→ What to do: Only one number is wanted here: how many lines of the data hold "paths".

[Extracted data entries]
»»

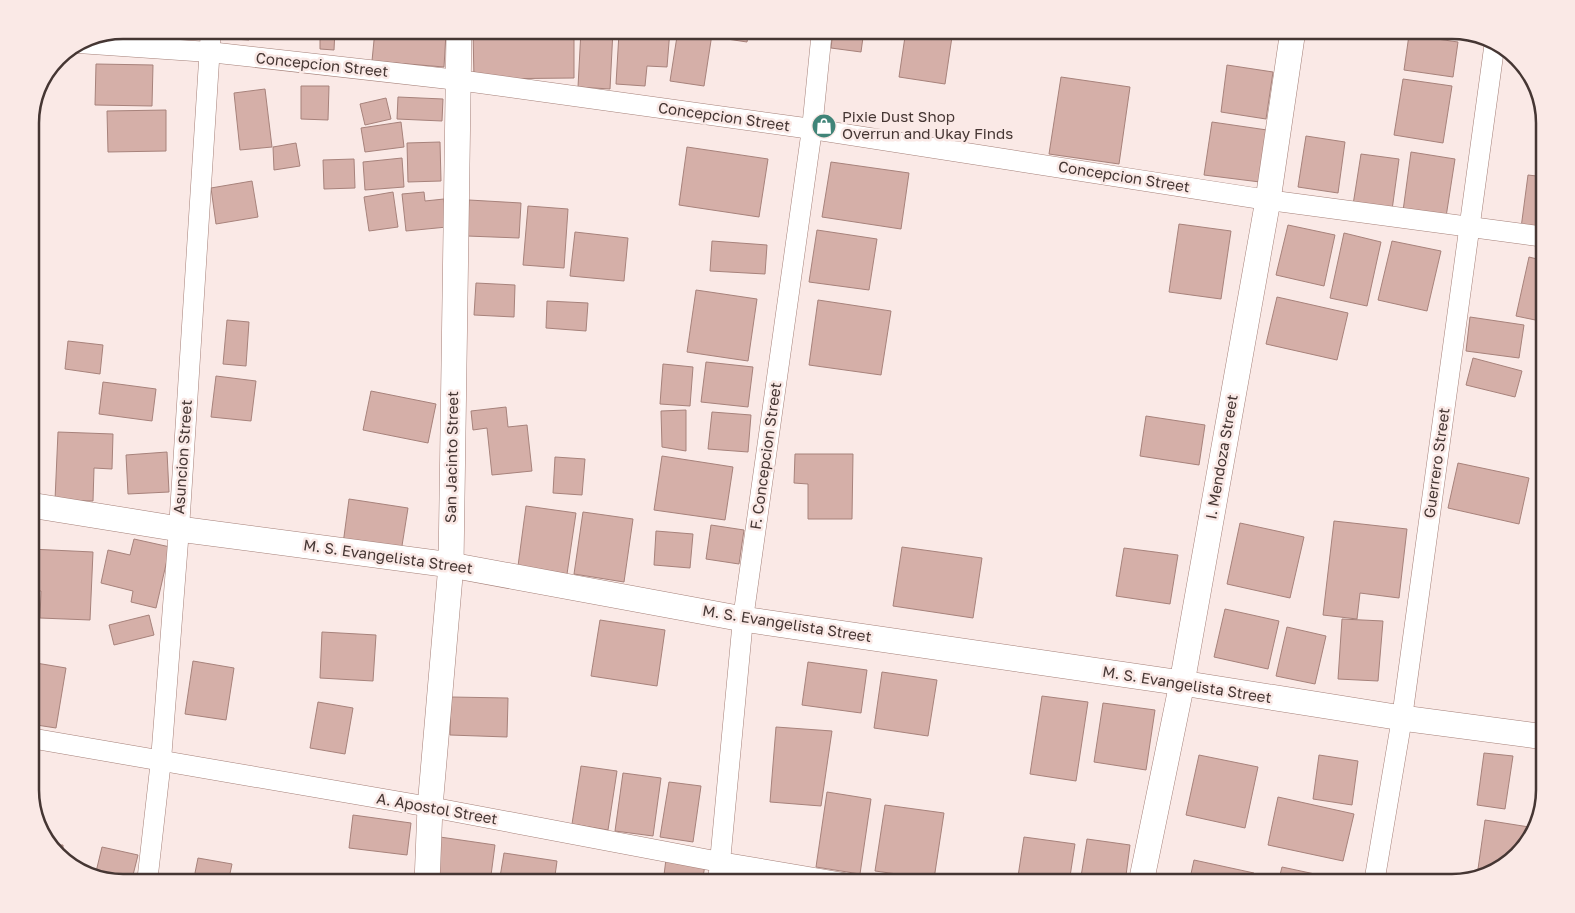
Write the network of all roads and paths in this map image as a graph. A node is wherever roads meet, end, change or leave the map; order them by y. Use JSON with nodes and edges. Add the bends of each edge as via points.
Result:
{"nodes":[{"id":1,"x":210,"y":39,"type":"edge"},
{"id":2,"x":459,"y":39,"type":"edge"},
{"id":3,"x":821,"y":39,"type":"edge"},
{"id":4,"x":1292,"y":39,"type":"edge"},
{"id":5,"x":93,"y":44,"type":"edge"},
{"id":6,"x":1495,"y":50,"type":"edge"},
{"id":7,"x":209,"y":52,"type":"junction"},
{"id":8,"x":458,"y":80,"type":"junction"},
{"id":9,"x":812,"y":129,"type":"junction"},
{"id":10,"x":1268,"y":200,"type":"junction"},
{"id":11,"x":1470,"y":226,"type":"junction"},
{"id":12,"x":1536,"y":236,"type":"edge"},
{"id":13,"x":39,"y":506,"type":"edge"},
{"id":14,"x":178,"y":529,"type":"junction"},
{"id":15,"x":451,"y":565,"type":"junction"},
{"id":16,"x":744,"y":619,"type":"junction"},
{"id":17,"x":1182,"y":684,"type":"junction"},
{"id":18,"x":1402,"y":718,"type":"junction"},
{"id":19,"x":1536,"y":736,"type":"edge"},
{"id":20,"x":39,"y":740,"type":"edge"},
{"id":21,"x":161,"y":760,"type":"junction"},
{"id":22,"x":430,"y":807,"type":"junction"},
{"id":23,"x":720,"y":862,"type":"junction"},
{"id":24,"x":148,"y":874,"type":"edge"},
{"id":25,"x":427,"y":874,"type":"edge"},
{"id":26,"x":719,"y":874,"type":"edge"},
{"id":27,"x":791,"y":874,"type":"edge"},
{"id":28,"x":1143,"y":874,"type":"edge"},
{"id":29,"x":1376,"y":874,"type":"edge"}],
"edges":[{"from":1,"to":7,"type":"street","name":"Asuncion Street"},
{"from":2,"to":8,"type":"street","name":"San Jacinto Street"},
{"from":3,"to":9,"type":"street","name":"F. Concepcion Street"},
{"from":4,"to":10,"type":"street","name":"I. Mendoza Street"},
{"from":5,"to":7,"type":"street","name":"Concepcion Street"},
{"from":6,"to":11,"type":"street","name":"Guerrero Street"},
{"from":7,"to":8,"type":"street","name":"Concepcion Street"},
{"from":7,"to":14,"type":"street","name":"Asuncion Street"},
{"from":8,"to":9,"type":"street","name":"Concepcion Street"},
{"from":8,"to":15,"type":"street","name":"San Jacinto Street"},
{"from":9,"to":10,"type":"street","name":"Concepcion Street"},
{"from":9,"to":16,"type":"street","name":"F. Concepcion Street"},
{"from":10,"to":11,"type":"street","name":"Concepcion Street"},
{"from":10,"to":17,"type":"street","name":"I. Mendoza Street"},
{"from":11,"to":12,"type":"street","name":"Concepcion Street"},
{"from":11,"to":18,"type":"street","name":"Guerrero Street"},
{"from":13,"to":14,"type":"street","name":"M. S. Evangelista Street"},
{"from":14,"to":15,"type":"street","name":"M. S. Evangelista Street"},
{"from":14,"to":21,"type":"street","name":"Asuncion Street"},
{"from":15,"to":16,"type":"street","name":"M. S. Evangelista Street"},
{"from":15,"to":22,"type":"street","name":"San Jacinto Street"},
{"from":16,"to":17,"type":"street","name":"M. S. Evangelista Street"},
{"from":16,"to":23,"type":"street","name":"F. Concepcion Street"},
{"from":17,"to":18,"type":"street","name":"M. S. Evangelista Street"},
{"from":17,"to":28,"type":"street","name":"I. Mendoza Street"},
{"from":18,"to":19,"type":"street","name":"M. S. Evangelista Street"},
{"from":18,"to":29,"type":"street","name":"Guerrero Street"},
{"from":20,"to":21,"type":"street","name":"A. Apostol Street"},
{"from":21,"to":22,"type":"street","name":"A. Apostol Street"},
{"from":21,"to":24,"type":"street","name":"Asuncion Street"},
{"from":22,"to":23,"type":"street","name":"A. Apostol Street"},
{"from":22,"to":25,"type":"street","name":"San Jacinto Street"},
{"from":23,"to":26,"type":"street","name":"F. Concepcion Street"},
{"from":23,"to":27,"type":"street","name":"A. Apostol Street"}]}
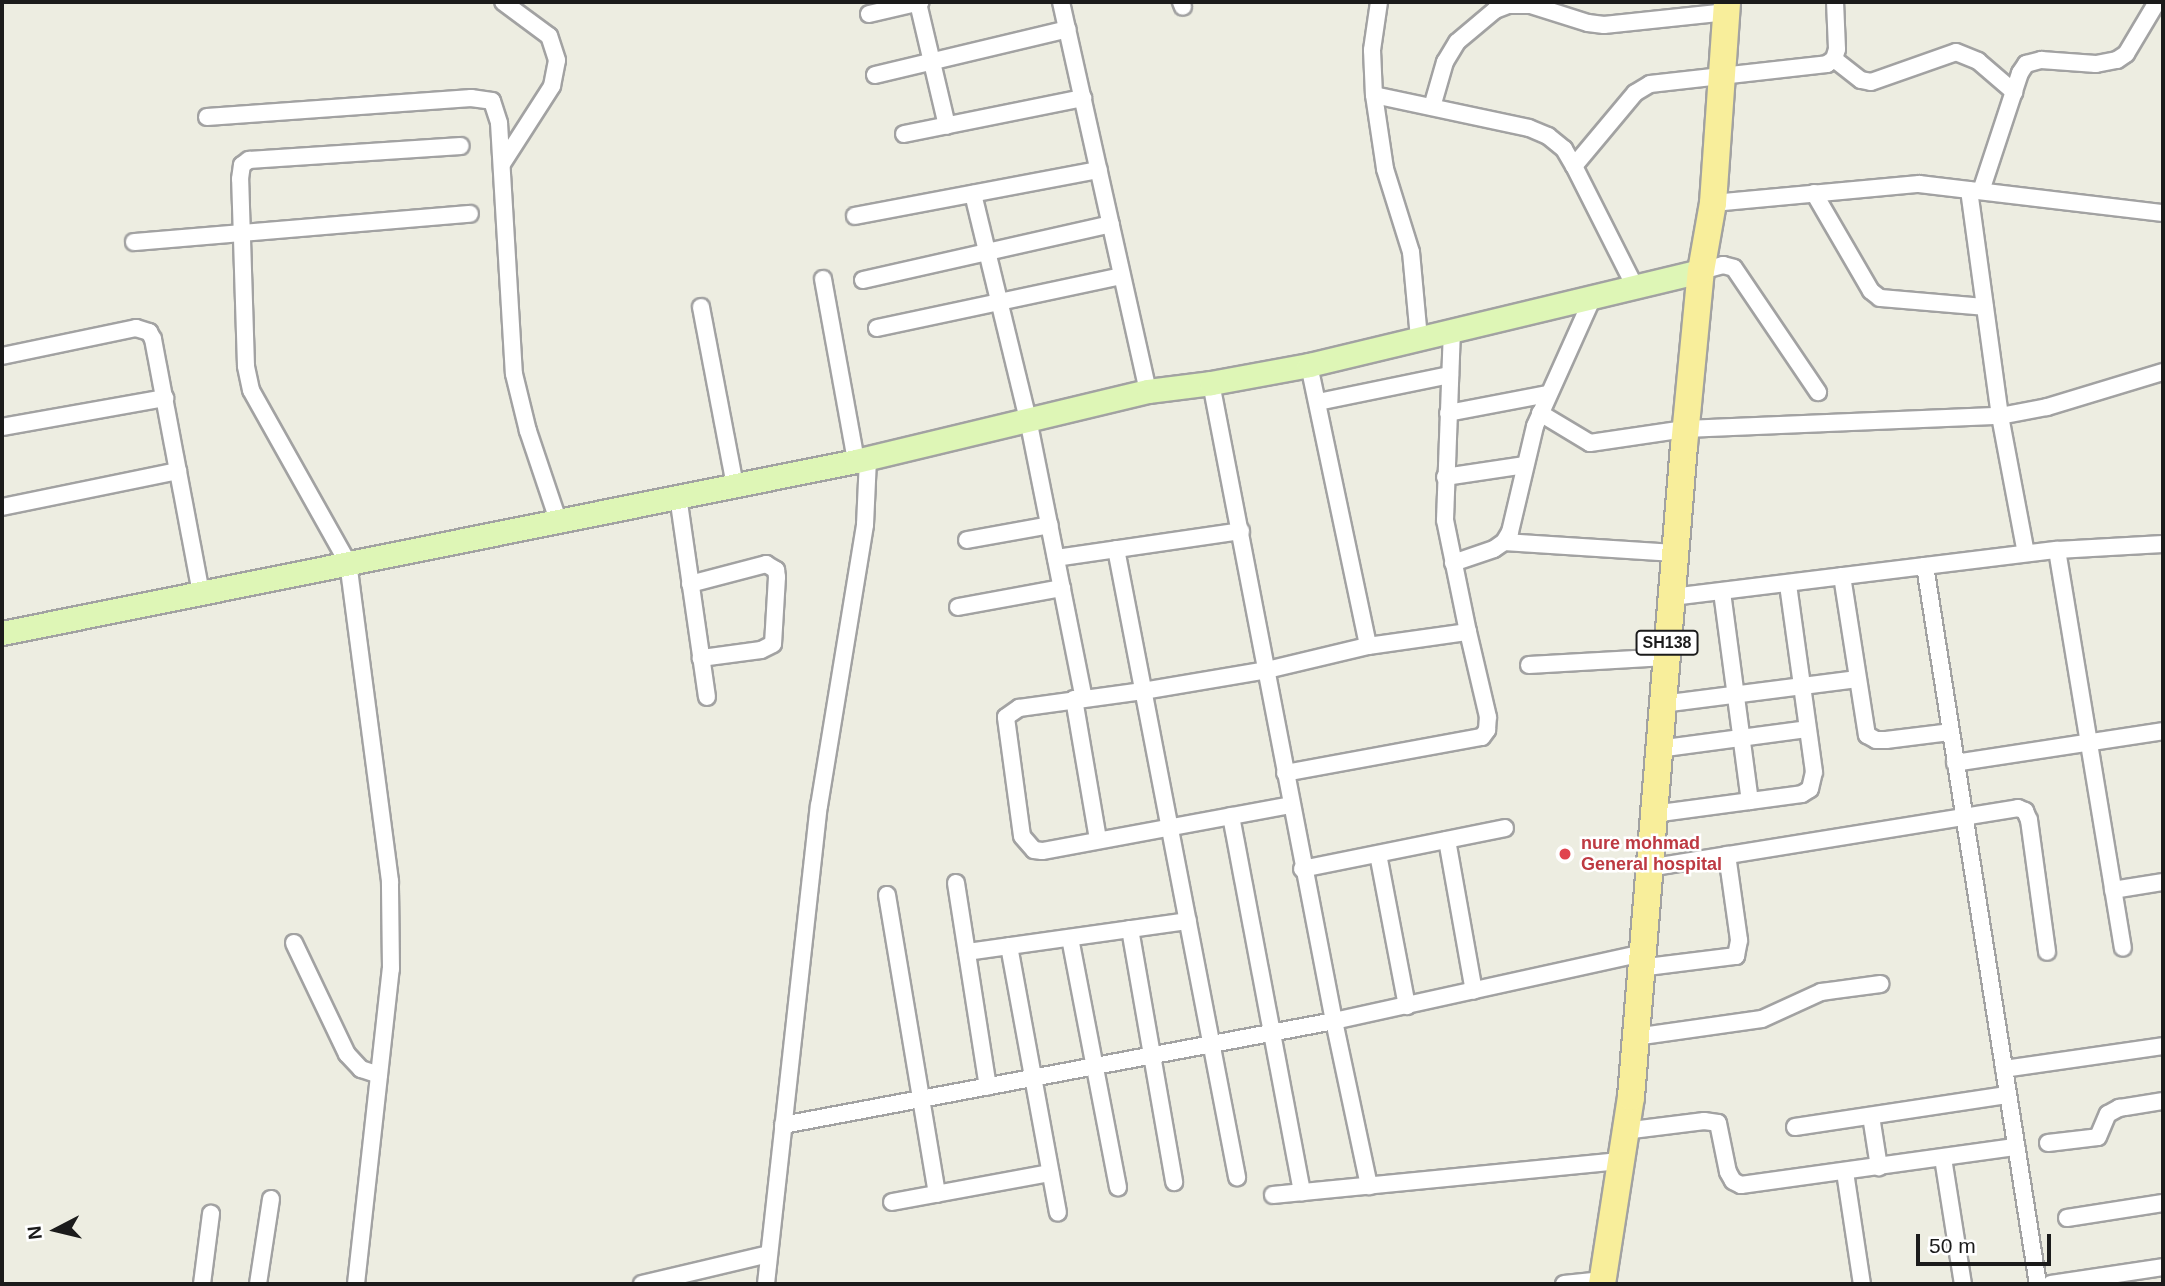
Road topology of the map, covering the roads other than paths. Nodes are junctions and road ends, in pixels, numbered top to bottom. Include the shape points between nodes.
1 (503, 2) edge
2 (919, 2) edge
3 (1062, 2) edge
4 (1380, 2) edge
5 (1835, 2) edge
6 (2137, 2) edge
7 (1532, 3) edge
8 (1727, 7) edge
9 (2153, 8) edge
10 (869, 14) dead end
11 (1068, 29) junction
12 (1834, 59) junction
13 (932, 62) junction
14 (875, 75) dead end
15 (1722, 78) junction
16 (2014, 92) junction
17 (1374, 95) junction
18 (1083, 98) junction
19 (1432, 107) junction
20 (207, 117) dead end
21 (947, 125) junction
22 (904, 134) dead end
23 (461, 146) dead end
24 (502, 164) junction
25 (1574, 166) junction
26 (1099, 170) junction
27 (1975, 190) junction
28 (1814, 193) junction
29 (973, 194) junction
30 (1713, 203) junction
31 (2163, 213) edge
32 (470, 214) dead end
33 (855, 216) dead end
34 (1111, 224) junction
35 (241, 233) junction
36 (134, 242) dead end
37 (987, 252) junction
38 (1701, 271) junction
39 (1122, 276) junction
40 (823, 279) dead end
41 (863, 280) dead end
42 (1635, 287) junction
43 (1593, 297) junction
44 (999, 302) junction
45 (701, 307) dead end
46 (1985, 307) junction
47 (877, 328) dead end
48 (1452, 330) junction
49 (1419, 338) junction
50 (2, 356) edge
51 (1309, 365) junction
52 (2163, 372) edge
53 (1450, 374) junction
54 (1211, 383) junction
55 (1147, 391) junction
56 (1818, 392) dead end
57 (1548, 394) junction
58 (165, 398) junction
59 (1318, 402) junction
60 (1448, 413) junction
61 (1540, 413) junction
62 (2000, 416) junction
63 (1028, 419) junction
64 (2, 427) edge
65 (1685, 429) junction
66 (862, 459) junction
67 (1525, 465) junction
68 (178, 471) junction
69 (1445, 477) junction
70 (735, 485) junction
71 (678, 496) junction
72 (2, 507) edge
73 (558, 520) junction
74 (1050, 525) junction
75 (1241, 531) junction
76 (967, 540) dead end
77 (1504, 542) junction
78 (2163, 544) edge
79 (1116, 549) junction
80 (2057, 550) junction
81 (1675, 553) junction
82 (2026, 553) junction
83 (1056, 558) junction
84 (348, 563) junction
85 (1453, 564) junction
86 (1926, 566) junction
87 (1842, 576) junction
88 (690, 584) junction
89 (1788, 585) junction
90 (1062, 588) junction
91 (201, 592) junction
92 (1722, 592) junction
93 (1672, 597) junction
94 (958, 607) dead end
95 (1468, 632) junction
96 (2, 633) edge
97 (1368, 646) junction
98 (1666, 657) junction
99 (701, 658) junction
100 (1529, 665) dead end
101 (1267, 670) junction
102 (1857, 679) junction
103 (1800, 686) junction
104 (1143, 691) junction
105 (1736, 694) junction
106 (707, 697) dead end
107 (1079, 699) junction
108 (1662, 704) junction
109 (1807, 729) junction
110 (2163, 731) edge
111 (1950, 732) junction
112 (1742, 738) junction
113 (2089, 742) junction
114 (1658, 749) junction
115 (1955, 763) junction
116 (1285, 773) junction
117 (1750, 801) junction
118 (1291, 804) junction
119 (1653, 814) junction
120 (1231, 816) junction
121 (1964, 816) junction
122 (1170, 827) junction
123 (1505, 828) dead end
124 (1098, 840) junction
125 (1447, 840) junction
126 (1378, 853) junction
127 (1727, 855) junction
128 (1648, 868) junction
129 (1302, 869) junction
130 (2163, 882) edge
131 (956, 883) dead end
132 (2113, 890) junction
133 (887, 895) dead end
134 (1188, 921) junction
135 (1130, 929) junction
136 (1070, 938) junction
137 (294, 943) dead end
138 (1009, 946) junction
139 (2123, 948) dead end
140 (967, 952) junction
141 (2048, 952) dead end
142 (1640, 961) junction
143 (1880, 984) dead end
144 (1474, 991) junction
145 (1407, 1006) junction
146 (1334, 1021) junction
147 (1272, 1033) junction
148 (1635, 1037) junction
149 (1212, 1043) junction
150 (2163, 1046) edge
151 (1152, 1055) junction
152 (1095, 1066) junction
153 (2004, 1069) junction
154 (379, 1075) junction
155 (1033, 1078) junction
156 (988, 1087) junction
157 (2007, 1095) junction
158 (921, 1099) junction
159 (2163, 1101) edge
160 (1871, 1116) junction
161 (783, 1125) junction
162 (1795, 1127) dead end
163 (1624, 1131) junction
164 (2048, 1143) dead end
165 (2015, 1147) junction
166 (1943, 1158) junction
167 (1619, 1161) junction
168 (1879, 1167) junction
169 (1846, 1172) junction
170 (1051, 1173) junction
171 (1237, 1177) dead end
172 (1174, 1182) dead end
173 (1369, 1186) junction
174 (1118, 1187) dead end
175 (1302, 1192) junction
176 (937, 1194) junction
177 (1273, 1195) dead end
178 (271, 1199) dead end
179 (892, 1202) dead end
180 (2163, 1203) edge
181 (1058, 1213) dead end
182 (211, 1214) dead end
183 (2067, 1218) dead end
184 (769, 1254) junction
185 (2163, 1267) edge
186 (1602, 1282) edge
187 (2085, 1282) edge
188 (202, 1284) edge
189 (258, 1284) edge
190 (356, 1284) edge
191 (642, 1284) edge
192 (766, 1284) edge
193 (1564, 1284) edge
194 (1862, 1284) edge
195 (1963, 1284) edge
196 (2038, 1284) edge
197 (2052, 1284) edge

1 - 24 street via 549,36 558,60 552,86
2 - 10 street
2 - 13 street
3 - 11 street
4 - 17 street via 1372,50
5 - 12 street
6 - 9 street
7 - 8 street via 1604,25
7 - 19 street via 1495,10 1457,42 1445,62
8 - 15 main road, SH138
9 - 16 street via 2126,54 2117,60 2096,64 2033,61 2020,73
11 - 13 street
11 - 18 street
12 - 15 street via 1816,68
12 - 16 street via 1861,80 1871,82 1956,52 1978,61
13 - 14 street
13 - 21 street
15 - 25 street via 1662,81 1635,93
15 - 30 main road, SH138
16 - 27 street
17 - 19 street
17 - 49 street via 1385,169 1411,252
18 - 21 street
18 - 26 street
19 - 25 street via 1539,132 1564,149
20 - 24 street via 483,98 492,101 496,109
21 - 22 street
23 - 35 street via 249,160 242,165 240,178
24 - 73 street via 514,374
25 - 42 street
26 - 29 street
26 - 34 street
27 - 28 street via 1919,184
27 - 31 street
27 - 46 street
28 - 30 street
28 - 46 street via 1871,291 1881,298
29 - 33 street
29 - 37 street
30 - 38 main road, SH138
32 - 35 street
34 - 37 street
34 - 39 street
35 - 36 street
35 - 84 street via 251,390
37 - 41 street
37 - 44 street
38 - 42 street
38 - 56 street via 1723,265 1734,268
38 - 65 main road, SH138
39 - 44 street
39 - 55 street
40 - 66 street
42 - 43 street
43 - 48 street
43 - 57 street
44 - 47 street
44 - 63 street
45 - 70 street
46 - 62 street
48 - 49 street
48 - 53 street
49 - 51 street
50 - 58 street via 144,328 153,339
51 - 54 street
51 - 59 street
52 - 62 street via 2047,407
53 - 59 street
53 - 60 street
54 - 55 street
54 - 75 street
55 - 63 street
57 - 60 street
57 - 61 street
58 - 64 street
58 - 68 street
59 - 97 street
60 - 69 street
61 - 65 street via 1590,443
61 - 67 street
62 - 65 street
62 - 82 street
63 - 66 street
63 - 74 street
65 - 81 main road, SH138
66 - 70 street
66 - 161 street via 865,525 819,806
67 - 69 street
67 - 77 street
68 - 72 street
68 - 91 street
69 - 85 street via 1445,520
70 - 71 street
71 - 73 street
71 - 88 street
73 - 84 street
74 - 76 street
74 - 83 street
75 - 79 street
75 - 101 street
77 - 81 street
77 - 85 street
78 - 80 street
79 - 83 street
79 - 104 street
80 - 82 street
80 - 113 street
81 - 93 main road, SH138
82 - 86 street
83 - 90 street
84 - 91 street
84 - 154 street via 390,881 391,969
85 - 95 street
86 - 87 street
86 - 111 street
87 - 89 street
87 - 102 street
88 - 99 street
88 - 99 street via 766,564 777,577 773,644 761,650
89 - 92 street
89 - 103 street
90 - 94 street
90 - 107 street
91 - 96 street
92 - 93 street
92 - 105 street
93 - 98 main road, SH138
95 - 97 street
95 - 116 street via 1488,718 1488,730 1482,737
97 - 101 street
98 - 100 street
98 - 108 main road, SH138
99 - 106 street
101 - 104 street
101 - 116 street
102 - 103 street
102 - 111 street via 1867,735 1886,740
103 - 105 street
103 - 109 street
104 - 107 street
104 - 122 street
105 - 108 street
105 - 112 street
107 - 124 street
107 - 124 street via 1019,708 1006,717 1022,836 1027,845 1042,851
108 - 114 main road, SH138
109 - 112 street
109 - 117 street via 1814,772 1810,789
110 - 113 street
111 - 115 street
112 - 114 street
112 - 117 street
113 - 115 street
113 - 132 street
114 - 119 main road, SH138
115 - 121 street
116 - 118 street
117 - 119 street
118 - 120 street
118 - 129 street
119 - 128 main road, SH138
120 - 122 street
120 - 147 street
121 - 127 street
121 - 141 street via 2010,807 2025,811
121 - 153 street
122 - 124 street
122 - 134 street
123 - 125 street
125 - 126 street
125 - 144 street
126 - 129 street
126 - 145 street
127 - 128 street
127 - 142 street via 1739,940 1736,956
128 - 142 main road, SH138
129 - 146 street
130 - 132 street
131 - 140 street
132 - 139 street
133 - 158 street
134 - 135 street
134 - 149 street
135 - 136 street
135 - 151 street
136 - 138 street
136 - 152 street
137 - 154 street via 347,1054 361,1069
138 - 140 street
138 - 155 street
140 - 156 street
142 - 144 street
142 - 148 main road, SH138
143 - 148 street via 1821,992 1762,1019
144 - 145 street
145 - 146 street
146 - 147 street
146 - 173 street
147 - 149 street
147 - 175 street
148 - 163 main road, SH138
149 - 151 street
149 - 171 street
150 - 153 street
151 - 152 street
151 - 172 street
152 - 155 street
152 - 174 street
153 - 157 street
154 - 190 street
155 - 156 street
155 - 170 street
156 - 158 street
157 - 160 street
157 - 165 street
158 - 161 street
158 - 176 street
159 - 164 street via 2108,1114 2098,1137
160 - 162 street
160 - 168 street
161 - 184 street
163 - 167 main road, SH138
163 - 169 street via 1704,1121 1718,1124 1728,1172 1741,1185
165 - 166 street
165 - 196 street
166 - 168 street
166 - 195 street
167 - 173 street
167 - 186 main road, SH138
168 - 169 street
169 - 194 street
170 - 176 street
170 - 181 street
173 - 175 street
175 - 177 street
176 - 179 street
178 - 189 street
180 - 183 street
182 - 188 street
184 - 191 street
184 - 192 street
185 - 187 street
186 - 193 street
187 - 197 street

««

→ Answer to the problem: 2